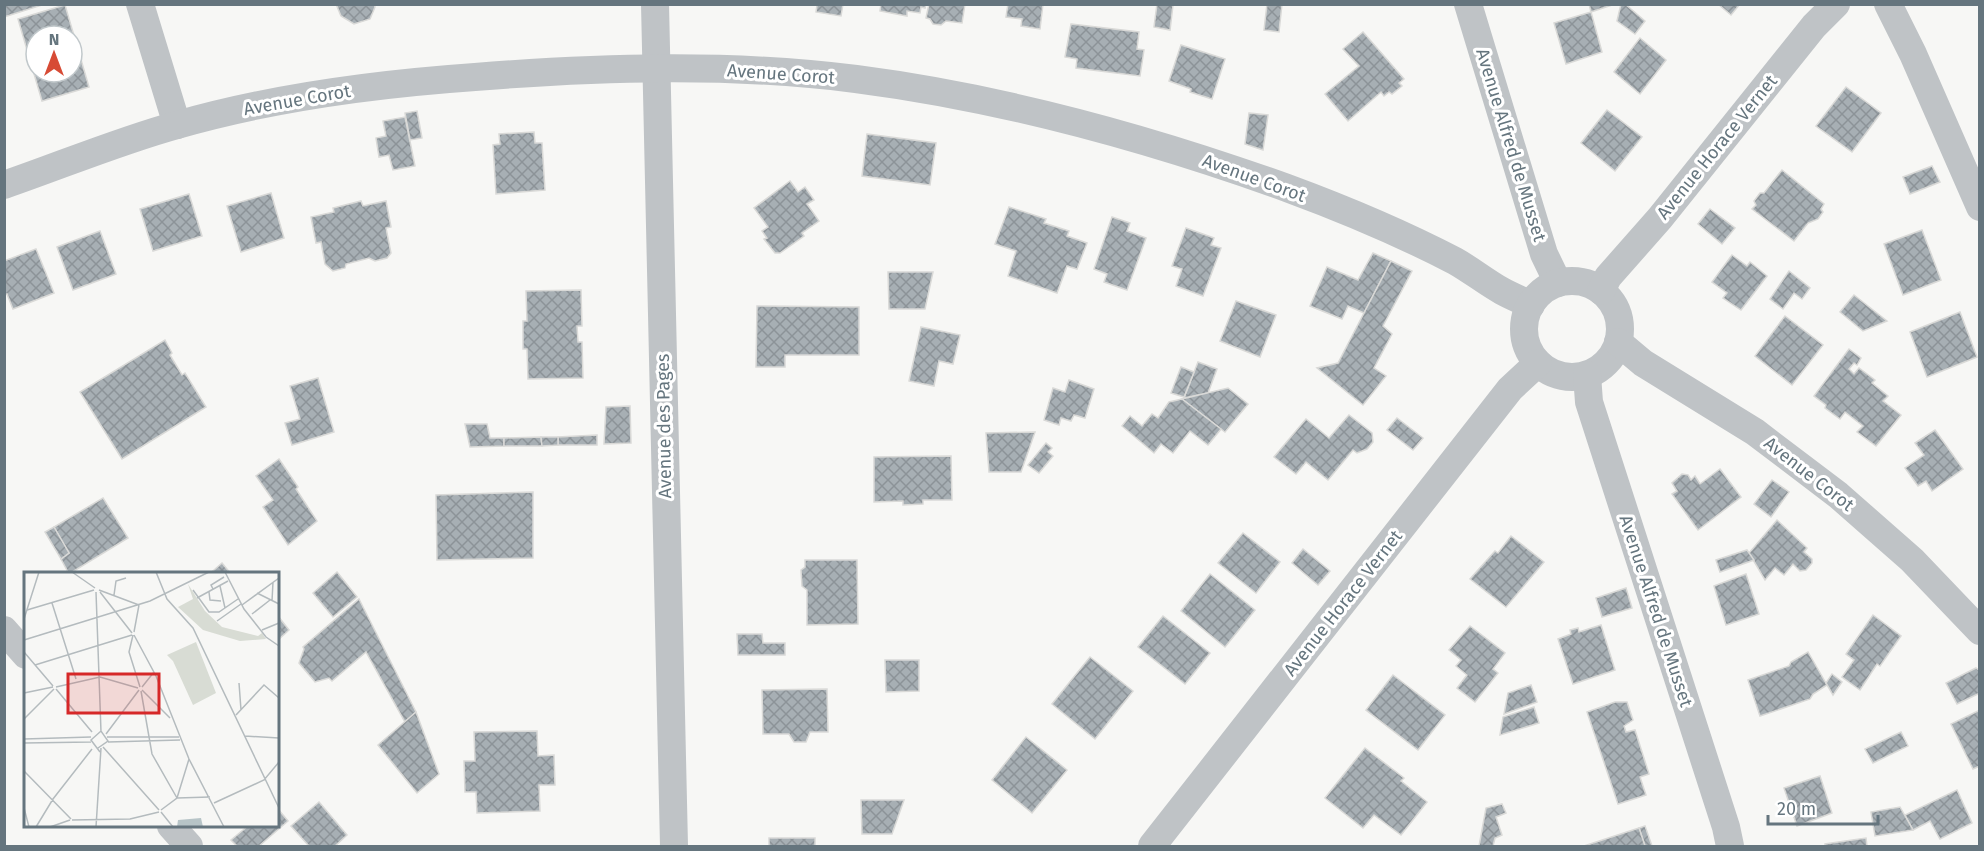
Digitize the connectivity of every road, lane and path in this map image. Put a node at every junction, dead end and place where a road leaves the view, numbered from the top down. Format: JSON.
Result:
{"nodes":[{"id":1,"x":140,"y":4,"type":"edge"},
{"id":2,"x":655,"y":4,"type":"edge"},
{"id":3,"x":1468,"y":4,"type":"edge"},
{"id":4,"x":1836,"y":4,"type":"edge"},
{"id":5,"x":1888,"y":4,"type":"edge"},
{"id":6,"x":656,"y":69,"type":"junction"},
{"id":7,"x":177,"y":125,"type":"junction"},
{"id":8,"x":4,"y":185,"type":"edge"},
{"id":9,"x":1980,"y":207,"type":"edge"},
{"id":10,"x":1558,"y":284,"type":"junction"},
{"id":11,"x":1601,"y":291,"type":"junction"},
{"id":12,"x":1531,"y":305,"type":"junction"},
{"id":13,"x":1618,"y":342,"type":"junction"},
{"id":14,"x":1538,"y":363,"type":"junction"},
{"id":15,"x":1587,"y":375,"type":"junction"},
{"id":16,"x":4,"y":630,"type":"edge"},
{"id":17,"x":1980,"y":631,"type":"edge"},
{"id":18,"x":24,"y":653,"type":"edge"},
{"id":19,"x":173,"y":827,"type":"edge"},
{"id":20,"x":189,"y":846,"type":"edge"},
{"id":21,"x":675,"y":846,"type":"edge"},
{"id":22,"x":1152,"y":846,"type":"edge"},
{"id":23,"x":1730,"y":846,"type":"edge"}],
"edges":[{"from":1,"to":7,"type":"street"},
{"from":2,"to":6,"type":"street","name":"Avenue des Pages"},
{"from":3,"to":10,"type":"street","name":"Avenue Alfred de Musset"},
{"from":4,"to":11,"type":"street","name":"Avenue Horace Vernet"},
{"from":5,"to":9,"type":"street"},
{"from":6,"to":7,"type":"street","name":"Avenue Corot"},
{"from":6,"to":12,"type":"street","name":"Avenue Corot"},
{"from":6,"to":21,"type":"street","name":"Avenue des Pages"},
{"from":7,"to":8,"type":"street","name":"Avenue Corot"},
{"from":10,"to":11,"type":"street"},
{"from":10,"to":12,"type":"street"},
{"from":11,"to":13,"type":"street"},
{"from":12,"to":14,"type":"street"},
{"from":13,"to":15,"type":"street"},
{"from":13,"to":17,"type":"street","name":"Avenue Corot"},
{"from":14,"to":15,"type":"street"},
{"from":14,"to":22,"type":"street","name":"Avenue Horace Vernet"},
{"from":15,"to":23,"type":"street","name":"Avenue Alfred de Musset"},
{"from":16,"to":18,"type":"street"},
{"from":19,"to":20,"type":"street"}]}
* * *
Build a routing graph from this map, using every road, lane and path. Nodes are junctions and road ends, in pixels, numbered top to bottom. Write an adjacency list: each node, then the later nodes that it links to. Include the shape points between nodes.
==
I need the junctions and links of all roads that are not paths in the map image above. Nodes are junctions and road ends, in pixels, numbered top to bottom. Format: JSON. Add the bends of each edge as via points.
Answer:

What to do
Filter the entries above and copy only the lines that hold "links".

Answer box
Build a routing graph from this map, using every road, lane and path. Nodes are junctions and road ends, in pixels, numbered top to bottom. Write an adjacency list: each node, then the later nodes that it links to. Include the shape points between nodes.
I need the junctions and links of all roads that are not paths in the map image above. Nodes are junctions and road ends, in pixels, numbered top to bottom. Format: JSON. Add the bends of each edge as via points.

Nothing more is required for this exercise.